What you have to do
The task calls for each line of the records below in which the word "index" appears.

Records supplied
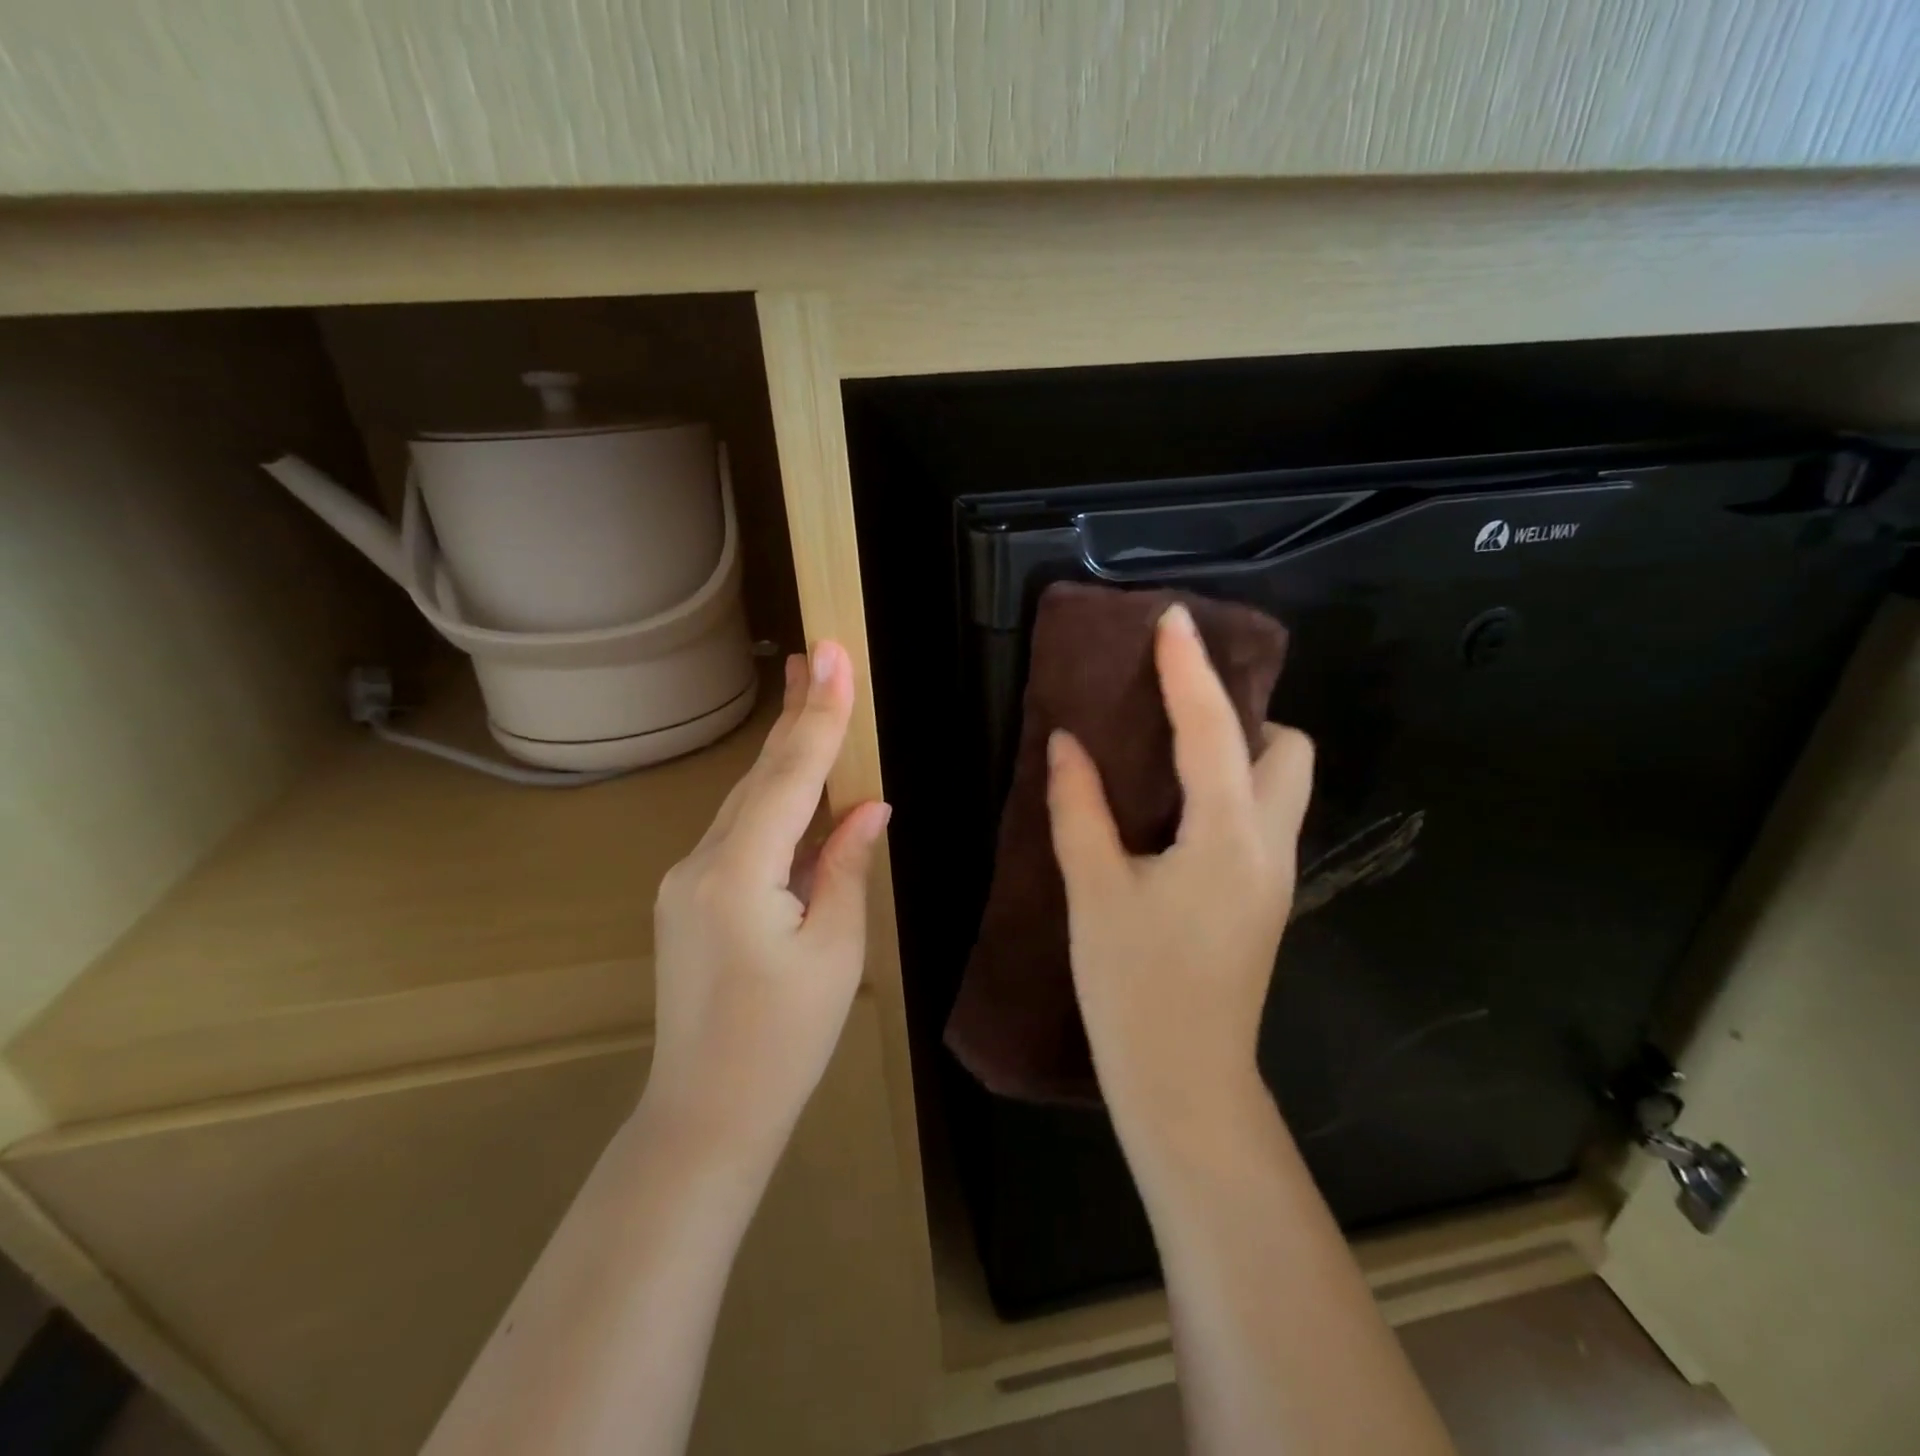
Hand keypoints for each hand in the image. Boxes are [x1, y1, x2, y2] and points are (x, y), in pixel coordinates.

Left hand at [646, 641, 888, 1161]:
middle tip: (816, 654)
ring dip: (782, 753)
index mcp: (740, 874)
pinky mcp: (690, 896)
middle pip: (759, 777)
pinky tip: (796, 783)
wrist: (706, 1113)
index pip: (789, 776)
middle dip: (794, 714)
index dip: (818, 714)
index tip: (834, 655)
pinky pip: (739, 832)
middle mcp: (701, 862)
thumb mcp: (835, 951)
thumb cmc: (784, 1041)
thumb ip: (846, 866)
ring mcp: (687, 878)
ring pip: (746, 801)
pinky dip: (773, 801)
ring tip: (806, 694)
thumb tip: (868, 805)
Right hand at [1046, 602, 1313, 1141]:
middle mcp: (1269, 845)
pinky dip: (1231, 788)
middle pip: (1287, 750)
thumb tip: (1067, 742)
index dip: (1189, 669)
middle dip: (1243, 714)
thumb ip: (1079, 808)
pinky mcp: (1263, 899)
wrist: (1184, 1083)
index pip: (1214, 730)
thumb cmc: (1133, 987)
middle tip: (1177, 708)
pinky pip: (1262, 816)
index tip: (1173, 619)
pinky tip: (1177, 805)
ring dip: (1241, 751)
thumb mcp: (1094, 891)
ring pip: (1282, 785)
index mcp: (1228, 836)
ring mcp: (1275, 875)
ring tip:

Exercise response
index mcp: (740, 874)
index pip: (789, 776)
index dip: (818, 714)
index tip: (834, 655)
index dip: (1189, 669)
index pip: (1214, 730)
index tip: (1173, 619)
index mcp: (1228, 836)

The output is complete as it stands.